Stored data:
┄┄┄┄┄┄

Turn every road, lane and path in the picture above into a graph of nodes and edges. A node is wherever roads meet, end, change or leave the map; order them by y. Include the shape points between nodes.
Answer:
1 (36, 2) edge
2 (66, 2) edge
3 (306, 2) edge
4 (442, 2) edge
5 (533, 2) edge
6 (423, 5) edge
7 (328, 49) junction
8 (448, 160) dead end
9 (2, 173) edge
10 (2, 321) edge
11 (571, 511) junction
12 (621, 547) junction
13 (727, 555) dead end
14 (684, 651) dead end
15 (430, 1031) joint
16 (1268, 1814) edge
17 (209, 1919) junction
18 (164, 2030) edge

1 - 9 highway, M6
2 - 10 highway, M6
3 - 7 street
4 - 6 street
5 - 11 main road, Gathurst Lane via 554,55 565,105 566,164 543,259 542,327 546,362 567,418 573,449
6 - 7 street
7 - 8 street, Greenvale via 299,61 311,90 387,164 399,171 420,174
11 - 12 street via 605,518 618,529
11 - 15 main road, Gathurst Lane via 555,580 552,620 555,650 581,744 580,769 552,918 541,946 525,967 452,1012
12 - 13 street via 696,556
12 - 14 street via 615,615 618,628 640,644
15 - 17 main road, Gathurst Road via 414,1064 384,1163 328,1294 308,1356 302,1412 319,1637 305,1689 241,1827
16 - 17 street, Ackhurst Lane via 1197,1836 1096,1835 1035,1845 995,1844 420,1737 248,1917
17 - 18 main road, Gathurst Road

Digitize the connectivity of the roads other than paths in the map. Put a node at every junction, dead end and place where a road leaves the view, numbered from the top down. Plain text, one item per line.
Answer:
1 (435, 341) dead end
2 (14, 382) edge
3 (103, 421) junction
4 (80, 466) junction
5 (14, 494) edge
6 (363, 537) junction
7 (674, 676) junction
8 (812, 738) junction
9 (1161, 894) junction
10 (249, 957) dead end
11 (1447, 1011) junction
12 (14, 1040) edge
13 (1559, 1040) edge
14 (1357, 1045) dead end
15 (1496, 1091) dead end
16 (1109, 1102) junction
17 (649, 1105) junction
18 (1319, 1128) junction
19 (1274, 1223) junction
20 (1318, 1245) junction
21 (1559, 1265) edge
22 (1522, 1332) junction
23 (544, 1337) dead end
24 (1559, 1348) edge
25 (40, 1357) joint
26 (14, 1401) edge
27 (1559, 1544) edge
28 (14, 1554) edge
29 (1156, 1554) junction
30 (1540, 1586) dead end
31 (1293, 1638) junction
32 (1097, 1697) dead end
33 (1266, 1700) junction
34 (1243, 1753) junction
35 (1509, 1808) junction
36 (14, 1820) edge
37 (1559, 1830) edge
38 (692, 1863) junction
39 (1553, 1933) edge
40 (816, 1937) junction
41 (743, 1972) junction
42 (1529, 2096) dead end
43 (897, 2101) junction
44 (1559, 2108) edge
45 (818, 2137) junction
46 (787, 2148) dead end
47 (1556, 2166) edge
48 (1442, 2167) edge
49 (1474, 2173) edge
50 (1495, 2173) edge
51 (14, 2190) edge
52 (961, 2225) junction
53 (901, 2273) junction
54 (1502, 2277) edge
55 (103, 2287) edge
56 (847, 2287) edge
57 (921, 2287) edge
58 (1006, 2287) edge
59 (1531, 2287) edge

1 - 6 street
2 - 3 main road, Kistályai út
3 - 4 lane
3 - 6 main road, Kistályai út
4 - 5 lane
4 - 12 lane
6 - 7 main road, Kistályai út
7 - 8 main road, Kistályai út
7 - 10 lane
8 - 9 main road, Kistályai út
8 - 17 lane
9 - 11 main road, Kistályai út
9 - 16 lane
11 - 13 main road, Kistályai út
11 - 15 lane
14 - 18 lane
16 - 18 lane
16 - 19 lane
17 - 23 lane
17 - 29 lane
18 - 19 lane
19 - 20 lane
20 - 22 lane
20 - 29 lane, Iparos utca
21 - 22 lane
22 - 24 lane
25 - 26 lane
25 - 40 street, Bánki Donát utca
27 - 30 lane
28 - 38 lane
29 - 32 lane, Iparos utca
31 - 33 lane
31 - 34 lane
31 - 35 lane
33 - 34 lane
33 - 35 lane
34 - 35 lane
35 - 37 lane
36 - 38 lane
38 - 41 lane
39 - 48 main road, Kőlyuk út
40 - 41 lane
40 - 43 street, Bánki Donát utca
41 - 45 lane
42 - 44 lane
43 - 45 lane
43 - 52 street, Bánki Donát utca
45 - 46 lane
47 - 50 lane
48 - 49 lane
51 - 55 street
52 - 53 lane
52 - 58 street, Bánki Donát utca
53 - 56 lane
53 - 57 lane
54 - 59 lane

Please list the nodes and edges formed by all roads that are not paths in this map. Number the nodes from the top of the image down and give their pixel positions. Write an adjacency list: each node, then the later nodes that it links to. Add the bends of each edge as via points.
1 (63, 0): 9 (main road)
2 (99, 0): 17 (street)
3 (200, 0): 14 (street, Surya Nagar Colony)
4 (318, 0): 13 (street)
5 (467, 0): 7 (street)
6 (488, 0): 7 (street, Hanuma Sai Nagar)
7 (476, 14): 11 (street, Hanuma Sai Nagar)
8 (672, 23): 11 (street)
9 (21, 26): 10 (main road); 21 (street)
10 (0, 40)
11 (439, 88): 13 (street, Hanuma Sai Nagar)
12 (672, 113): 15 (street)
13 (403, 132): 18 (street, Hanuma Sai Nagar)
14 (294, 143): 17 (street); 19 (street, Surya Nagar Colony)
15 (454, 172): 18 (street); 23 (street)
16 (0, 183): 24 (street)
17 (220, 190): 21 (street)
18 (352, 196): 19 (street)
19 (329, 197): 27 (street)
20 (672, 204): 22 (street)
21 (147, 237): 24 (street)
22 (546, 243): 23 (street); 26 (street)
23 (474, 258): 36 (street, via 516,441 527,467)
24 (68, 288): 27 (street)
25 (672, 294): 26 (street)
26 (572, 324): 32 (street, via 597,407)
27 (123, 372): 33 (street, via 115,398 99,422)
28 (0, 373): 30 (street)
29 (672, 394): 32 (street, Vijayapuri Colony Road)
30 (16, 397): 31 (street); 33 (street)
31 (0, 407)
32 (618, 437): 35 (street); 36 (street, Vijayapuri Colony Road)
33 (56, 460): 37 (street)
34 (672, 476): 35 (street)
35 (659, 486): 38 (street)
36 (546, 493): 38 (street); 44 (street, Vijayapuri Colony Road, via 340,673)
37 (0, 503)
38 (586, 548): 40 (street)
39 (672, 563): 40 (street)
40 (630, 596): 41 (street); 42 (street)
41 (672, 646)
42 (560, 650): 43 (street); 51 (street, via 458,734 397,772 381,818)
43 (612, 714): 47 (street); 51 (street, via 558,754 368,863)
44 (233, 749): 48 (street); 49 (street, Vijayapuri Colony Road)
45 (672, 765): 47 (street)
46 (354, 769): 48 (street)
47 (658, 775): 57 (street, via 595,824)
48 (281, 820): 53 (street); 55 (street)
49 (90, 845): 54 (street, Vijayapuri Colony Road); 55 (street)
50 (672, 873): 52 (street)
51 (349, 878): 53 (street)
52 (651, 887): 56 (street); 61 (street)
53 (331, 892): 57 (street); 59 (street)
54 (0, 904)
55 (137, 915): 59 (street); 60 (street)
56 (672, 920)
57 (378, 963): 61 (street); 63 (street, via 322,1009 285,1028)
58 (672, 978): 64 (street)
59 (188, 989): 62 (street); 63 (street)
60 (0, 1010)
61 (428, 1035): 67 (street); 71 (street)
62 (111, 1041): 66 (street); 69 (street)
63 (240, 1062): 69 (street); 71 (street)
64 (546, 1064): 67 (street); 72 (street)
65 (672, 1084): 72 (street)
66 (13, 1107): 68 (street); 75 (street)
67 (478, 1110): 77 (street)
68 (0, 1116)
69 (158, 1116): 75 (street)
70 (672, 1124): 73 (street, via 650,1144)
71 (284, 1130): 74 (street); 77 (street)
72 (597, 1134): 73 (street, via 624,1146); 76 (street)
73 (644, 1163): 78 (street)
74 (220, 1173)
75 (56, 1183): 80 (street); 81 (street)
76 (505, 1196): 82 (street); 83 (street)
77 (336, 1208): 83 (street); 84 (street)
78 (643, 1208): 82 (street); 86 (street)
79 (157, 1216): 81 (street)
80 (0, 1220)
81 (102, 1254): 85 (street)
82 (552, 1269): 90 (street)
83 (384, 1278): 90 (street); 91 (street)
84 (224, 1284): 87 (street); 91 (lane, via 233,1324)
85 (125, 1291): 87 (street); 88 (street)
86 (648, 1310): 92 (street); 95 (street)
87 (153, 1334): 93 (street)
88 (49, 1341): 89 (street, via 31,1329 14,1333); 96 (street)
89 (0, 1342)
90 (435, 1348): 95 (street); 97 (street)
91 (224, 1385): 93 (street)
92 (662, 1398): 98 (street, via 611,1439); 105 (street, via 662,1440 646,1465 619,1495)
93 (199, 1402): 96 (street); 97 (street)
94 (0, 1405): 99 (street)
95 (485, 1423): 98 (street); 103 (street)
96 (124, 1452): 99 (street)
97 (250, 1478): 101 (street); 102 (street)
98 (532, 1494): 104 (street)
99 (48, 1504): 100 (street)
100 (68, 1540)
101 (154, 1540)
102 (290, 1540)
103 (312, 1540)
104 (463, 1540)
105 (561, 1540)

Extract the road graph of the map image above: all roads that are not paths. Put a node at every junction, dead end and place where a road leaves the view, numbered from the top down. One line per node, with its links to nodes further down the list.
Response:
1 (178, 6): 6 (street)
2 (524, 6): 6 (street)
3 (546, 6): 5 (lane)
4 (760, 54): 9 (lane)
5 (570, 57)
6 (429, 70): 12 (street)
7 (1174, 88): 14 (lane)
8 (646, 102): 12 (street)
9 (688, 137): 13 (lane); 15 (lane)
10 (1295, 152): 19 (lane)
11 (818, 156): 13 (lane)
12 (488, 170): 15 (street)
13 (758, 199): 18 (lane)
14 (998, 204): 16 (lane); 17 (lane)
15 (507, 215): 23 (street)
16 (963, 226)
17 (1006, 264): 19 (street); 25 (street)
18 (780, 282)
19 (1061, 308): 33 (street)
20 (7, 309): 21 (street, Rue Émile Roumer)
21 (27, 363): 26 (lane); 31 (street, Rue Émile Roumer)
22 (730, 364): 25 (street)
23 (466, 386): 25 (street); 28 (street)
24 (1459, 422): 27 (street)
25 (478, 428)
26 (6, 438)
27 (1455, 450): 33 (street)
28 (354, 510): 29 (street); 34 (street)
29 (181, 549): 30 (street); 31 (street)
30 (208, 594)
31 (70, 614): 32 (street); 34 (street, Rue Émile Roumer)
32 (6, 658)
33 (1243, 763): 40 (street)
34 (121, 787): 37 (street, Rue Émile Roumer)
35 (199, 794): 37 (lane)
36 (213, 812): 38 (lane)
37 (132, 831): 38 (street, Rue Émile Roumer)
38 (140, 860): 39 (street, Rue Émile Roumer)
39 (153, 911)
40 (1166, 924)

┄┄┄┄┄┄

Exercise directions:
Write out every line of the data that holds the word "Vijayapuri".

Task answer:
29 (672, 394): 32 (street, Vijayapuri Colony Road)
32 (618, 437): 35 (street); 36 (street, Vijayapuri Colony Road)
36 (546, 493): 38 (street); 44 (street, Vijayapuri Colony Road, via 340,673)
44 (233, 749): 48 (street); 49 (street, Vijayapuri Colony Road)
49 (90, 845): 54 (street, Vijayapuri Colony Road); 55 (street)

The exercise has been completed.